Gabriel Diana is a Corsican painter, sculptor, and bronze worker. He initially pursued a career as an engineer before his love and passion for Art and creation took over. Classical Greek aestheticism and Etruscan aestheticism in a nod to Tuscany where it was born, with the sublime as a common thread. The demiurge that he is therefore found his characters, minimalist figures in bronze, reduced to the essential. Its driving force remains sensitivity, which we discover through the 4,000 m² of the Dian’Arte Museum in Borgo, Corsica. It is in Roanne that his works adorn the streets of the city and in an exhibition at the city’s Maison des Métiers d’art.
franceinfo: At 82 years old, we understand that the wonder is still there. What is the driving force behind creation today?
Gabriel Diana : I think an artist is a blind man held by the hand of a kid. So wonder must be everyday. And then there is constant research, work on myself.
“I continue to discover, I continue to learn with the humility necessary for those who want to grow.”
Gabriel Dianaat franceinfo
At the beginning, there is this little boy, French mother, Italian father. There comes a time when things don’t work out with the family. What do you remember from this childhood?
I wanted to become an artist. I started drawing and doodling when I was very young, at six or seven years old. And there were two things absolutely forbidden at home: it was to speak Corsican – we must speak French, we must learn French – and above all to work as an artist because they were depraved, debauched. , people died of starvation. And I ended my life speaking Corsican and working as an artist. It just goes to show that everything evolves in life.
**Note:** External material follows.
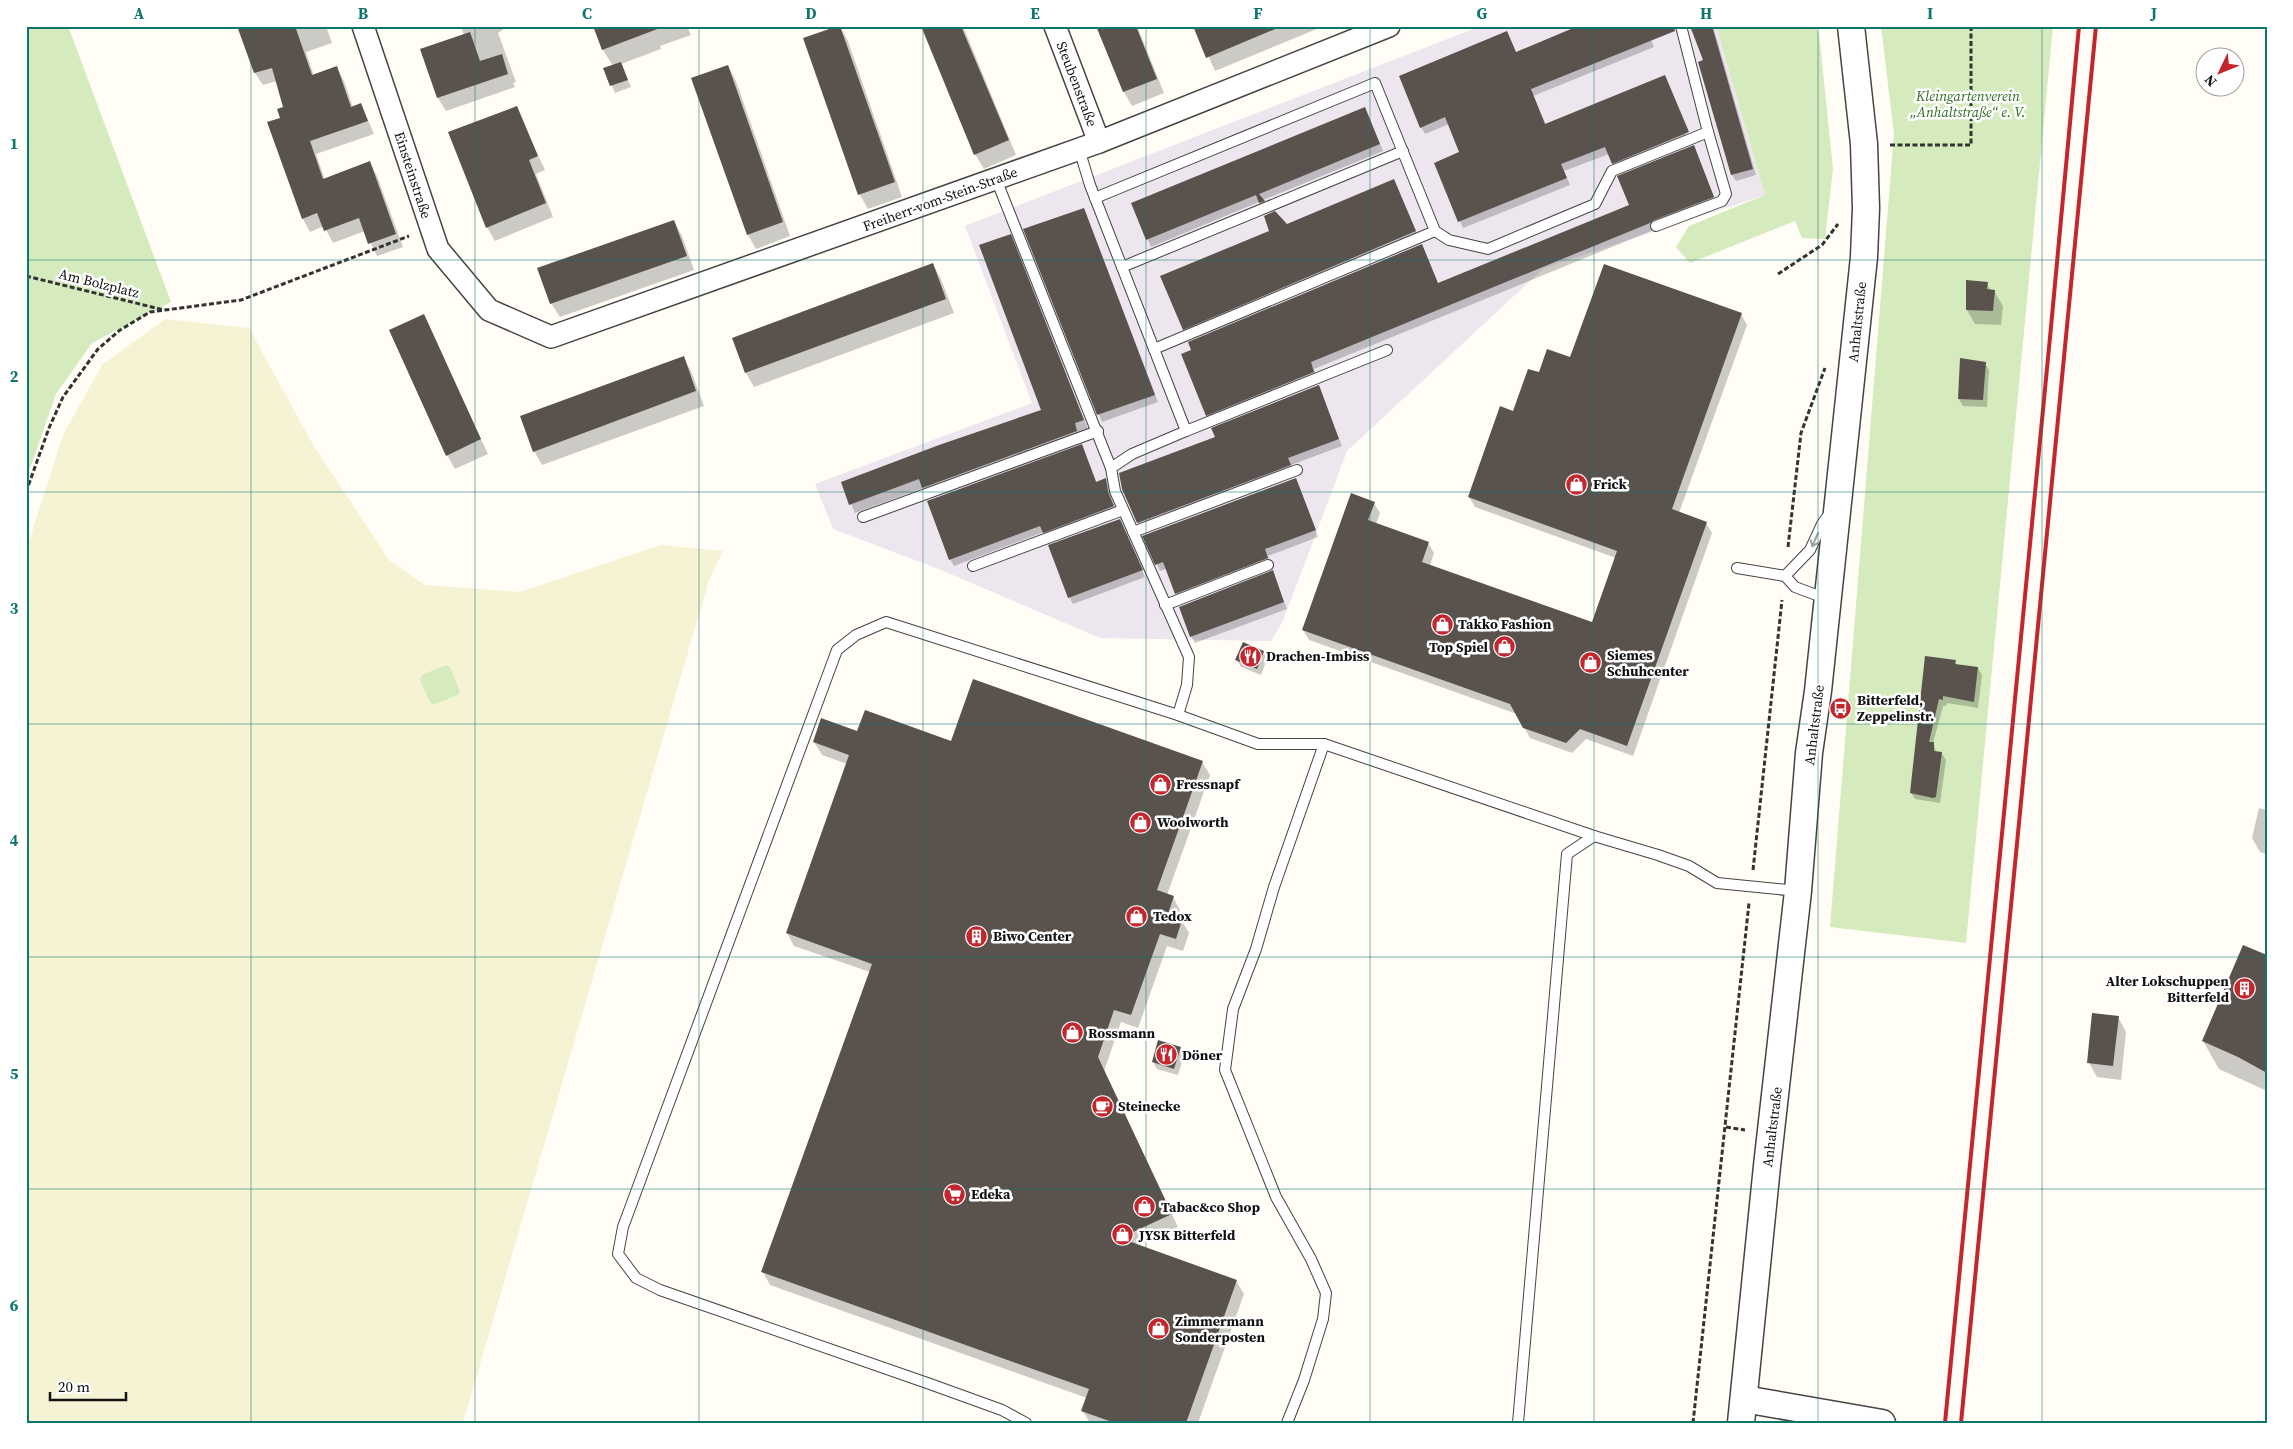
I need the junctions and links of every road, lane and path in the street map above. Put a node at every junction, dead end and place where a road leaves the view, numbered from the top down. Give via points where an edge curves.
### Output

In 1950, you are going to take academic courses, but I have the impression that there is already this love of art, this attraction to art which enters into your life.
So the attraction to art was born when I was born, that’s undeniable. Inevitably, I have always drawn. At the age of eight, my mother enrolled me in a painting academy in Bastia and there, I learned to hold brushes in hand. It lasted a year or two. Art has always followed me, has always pursued me and I couldn’t live without it. I subsequently studied engineering, I had two big companies, with one I made 18,000 windsurf boards per year, with the other, I was at the technological forefront because that creativity has never abandoned me. When you see a plastic ball for public lighting, the first in the world, it was me who developed it for the American General Electric, the first plastic tank, it was me who worked on it for the Porsche.
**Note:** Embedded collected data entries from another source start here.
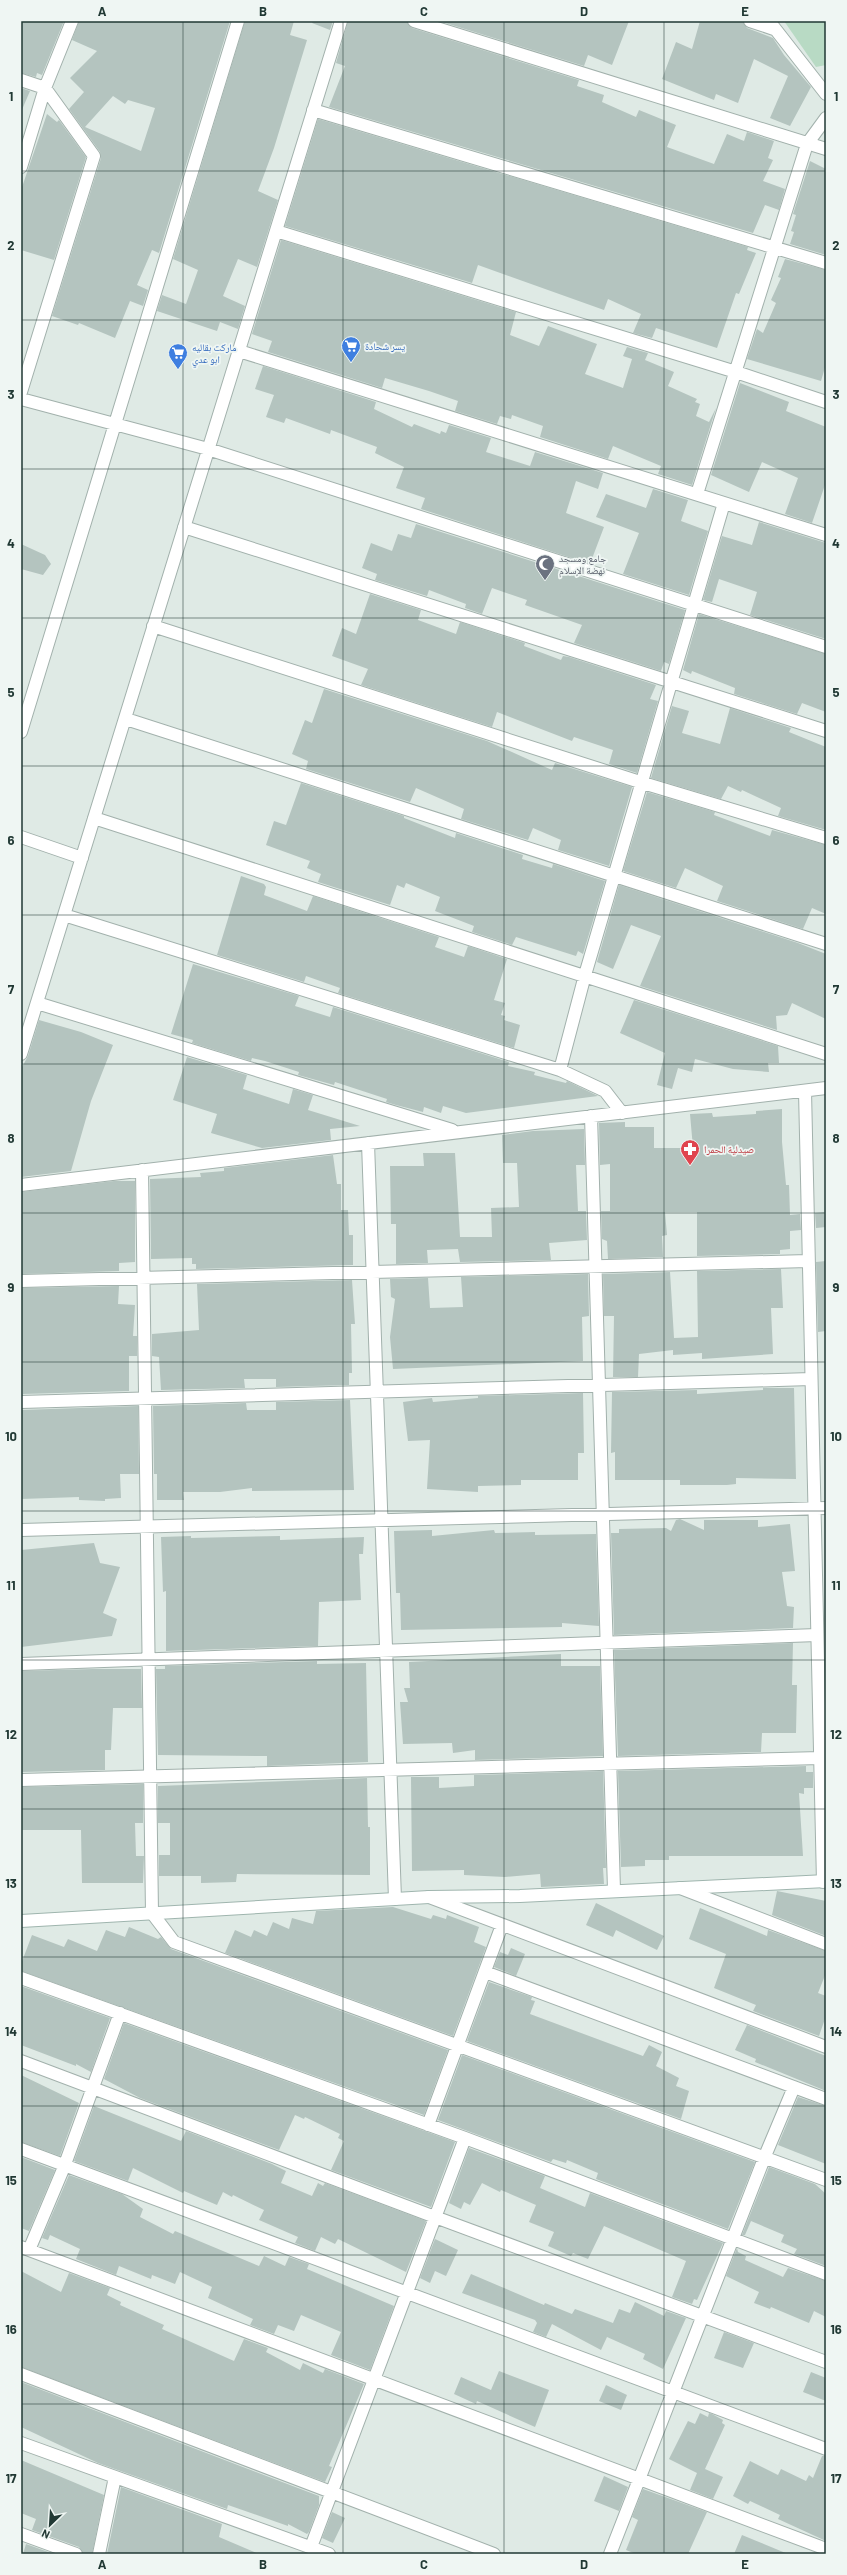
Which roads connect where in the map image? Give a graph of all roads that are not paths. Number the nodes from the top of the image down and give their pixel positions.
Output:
1 (72, 21) edge
2 (238, 21) edge
3 (341, 21) edge
4 (414, 21) edge
5 (750, 21) edge
6 (772, 25) edge
7 (21, 80) edge
8 (45, 88) junction
9 (826, 94) edge
10 (313, 110) junction
11 (826, 118) edge
12 (806, 144) junction
13 (826, 149) edge
14 (21, 167) edge
15 (276, 231) junction
16 (776, 247) junction
17 (826, 263) edge
18 (239, 351) junction
19 (736, 372) junction
20 (21, 392) edge
21 (21, 399) edge
22 (826, 402) edge
23 (114, 425) junction
24 (208, 449) junction
25 (697, 494) junction
26 (724, 503) junction
27 (184, 527) junction
28 (826, 535) edge
29 (694, 605) junction
30 (154, 626) junction
31 (826, 647) edge
32 (672, 682) junction
33 (126, 719) junction
34 (826, 731) edge
35 (21, 732) edge
36 (643, 783) junction
37 (94, 818) junction
38 (21, 837) edge
39 (826, 838) edge
40 (82, 858) junction
41 (615, 877) junction
42 (64, 915) junction
43 (826, 944) edge
44 (585, 975) junction
45 (37, 1003) junction
46 (21, 1054) edge
47 (826, 1054) edge
48 (560, 1070) junction
49 (826, 1088) edge
50 (805, 1092) junction
51 (622, 1113) junction
52 (591, 1116) junction
53 (457, 1132) junction
54 (368, 1142) junction
55 (142, 1170) junction
56 (21, 1185) edge
57 (808, 1261) junction
58 (595, 1266) junction
59 (373, 1272) junction
60 (143, 1278) junction
61 (21, 1280) edge
62 (811, 1379) junction
63 (599, 1385) junction
64 (377, 1392) junction
65 (145, 1399) junction
66 (21, 1402) edge
67 (820, 1508) edge
68 (602, 1514) junction
69 (382, 1520) junction
70 (147, 1527) junction
71 (21, 1530) edge
72 (817, 1635) junction
73 (606, 1643) junction
74 (386, 1651) junction
75 (149, 1660) junction
76 (21, 1664) edge
77 (820, 1758) junction
78 (610, 1764) junction
79 (391, 1770) junction
80 (150, 1776) junction
81 (21, 1780) edge
82 (825, 1882) edge
83 (678, 1887) junction
84 (614, 1890) junction
85 (429, 1897) junction
86 (395, 1899) junction
87 (152, 1913) junction
88 (21, 1921) edge
89 (502, 1925) junction
90 (826, 1944) edge
91 (485, 1972) junction
92 (21, 1978) edge
93 (120, 2014) junction
94 (457, 2046) junction
95 (826, 2047) edge
96 (21, 2061) edge
97 (93, 2086) junction
98 (794, 2087) junction
99 (826, 2099) edge
100 (428, 2125) junction
101 (465, 2138) junction
102 (21, 2150) edge
103 (765, 2156) junction
104 (64, 2167) junction
105 (826, 2180) edge
106 (435, 2217) junction
107 (733, 2239) junction
108 (23, 2249) edge
109 (826, 2274) edge
110 (407, 2292) junction
111 (703, 2315) junction
112 (826, 2362) edge
113 (21, 2374) edge
114 (374, 2379) junction
115 (673, 2391) junction
116 (21, 2443) edge
117 (826, 2449) edge
118 (115, 2477) junction
119 (638, 2478) junction
120 (330, 2492) junction
121 (21, 2534) edge
122 (311, 2547) junction
123 (826, 2549) edge
124 (76, 2554) edge
125 (99, 2554) edge
126 (329, 2554) edge
127 (494, 2554) edge
128 (610, 2554) edge

1 - 8 street
2 - 23 street
3 - 10 street
4 - 12 street
5 - 6 street
6 - 9 street
7 - 8 street
8 - 14 street
8 - 20 street
10 - 15 street
10 - 16 street
11 - 12 street
12 - 13 street
12 - 16 street
15 - 18 street
15 - 19 street
16 - 17 street
16 - 19 street
18 - 24 street
18 - 25 street
19 - 22 street
19 - 25 street
21 - 23 street
23 - 24 street
23 - 35 street
24 - 27 street
24 - 29 street
25 - 26 street
26 - 28 street
26 - 29 street
27 - 30 street
27 - 32 street
29 - 31 street
29 - 32 street
30 - 33 street
30 - 36 street
32 - 34 street
32 - 36 street
33 - 37 street
33 - 41 street
36 - 39 street
36 - 41 street
37 - 40 street
37 - 44 street
38 - 40 street
40 - 42 street
41 - 43 street
41 - 44 street
42 - 45 street
42 - 48 street
44 - 47 street
44 - 48 street
45 - 46 street
45 - 53 street
48 - 51 street
49 - 50 street
50 - 51 street
50 - 57 street
51 - 52 street
52 - 53 street
52 - 58 street
53 - 54 street
54 - 55 street
54 - 59 street
55 - 56 street
55 - 60 street
57 - 58 street
57 - 62 street
58 - 59 street
58 - 63 street
59 - 60 street
59 - 64 street
60 - 61 street
60 - 65 street
62 - 63 street
62 - 67 street
63 - 64 street
63 - 68 street
64 - 65 street
64 - 69 street
65 - 66 street
65 - 70 street
67 - 68 street
67 - 72 street
68 - 69 street
68 - 73 street
69 - 70 street
69 - 74 street
70 - 71 street
70 - 75 street
72 - 73 street
72 - 77 street
73 - 74 street
73 - 78 street
74 - 75 street
74 - 79 street
75 - 76 street
75 - 80 street
77 - 78 street
77 - 82 street
78 - 79 street
78 - 84 street
79 - 80 street
79 - 86 street
80 - 81 street
80 - 87 street
82 - 83 street
83 - 84 street
83 - 90 street
84 - 85 street
85 - 86 street
85 - 89 street
86 - 87 street
87 - 88 street
87 - 94 street
89 - 91 street
89 - 95 street
91 - 94 street
91 - 98 street
92 - 93 street
93 - 97 street
93 - 100 street
94 - 100 street
94 - 103 street
96 - 97 street
97 - 104 street
97 - 106 street
98 - 99 street
98 - 103 street
100 - 101 street
101 - 106 street
101 - 107 street
102 - 104 street
103 - 105 street
103 - 107 street
104 - 108 street
104 - 110 street
106 - 110 street
106 - 111 street
107 - 109 street
107 - 111 street
108 - 114 street
110 - 114 street
110 - 115 street
111 - 112 street
111 - 115 street
113 - 120 street
114 - 119 street
114 - 120 street
115 - 117 street
115 - 119 street
116 - 118 street
118 - 122 street
118 - 125 street
119 - 123 street
119 - 128 street
120 - 122 street
120 - 127 street
121 - 124 street
122 - 126 street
“I was always at the forefront.”
Gabriel Dianaat franceinfo
Creativity has always been within me. And when my important industrial friends from Lombardy invited me, “Come, we’re going to spend our weekend on my 38 meter yacht in Genoa, then in the evening we’re going to eat in a famous three-star restaurant“Me, if I could dodge, find an excuse and find myself in the basement with my artist friends, making lithographs, screen prints, with my hands in them, I was happy. To each their own vices!
You were an engineer in Lombardy, things were going very well for you, and you lost your son. It was obviously a painful moment, so much so that you actually decided to drop everything and put it at the service of art. Does that mean that it is often in pain that we create?
Yes, it was a dramatic period of my life because we only had one son. And then a stupid accident on the highway left him dead. It was really terrible. I could no longer see myself in Milan, I sold my companies, I hesitated between London and Paris. And then I said to myself as we get older, we’re going to return to Corsica, it’s calmer. We will live by going on cruises, going to see friends left and right. And then I’m incapable of doing that, so I started.
“I was going to end up shooting myself in the head and I said to myself that I was going to do this job as an artist that I have always been forbidden to do and that I have always cultivated in the shadows, in my rare moments of availability.”
Gabriel Dianaat franceinfo
Your exhibition in Roanne is accessible to everyone and is completely free. It is at least until March 2025 or even to eternal life.
It is an exhibition which lasts in theory until March, but since the opening day, the exhibition has been owned by the municipality of Roanne. I’m giving it as a gift.
We feel that this wonder, this curiosity, this desire to continue is like the first day. Have the works you have done ultimately allowed you to keep your son alive a little bit?
We never mourn what happened to us, that’s indisputable. For me, it was a trigger because, without that, I would never have pursued this profession as an artist, that’s obvious. In any case, it doesn’t make you age because if I take my 82 years, if I add the 15 I have in my head and we take the average, I’m not yet mature!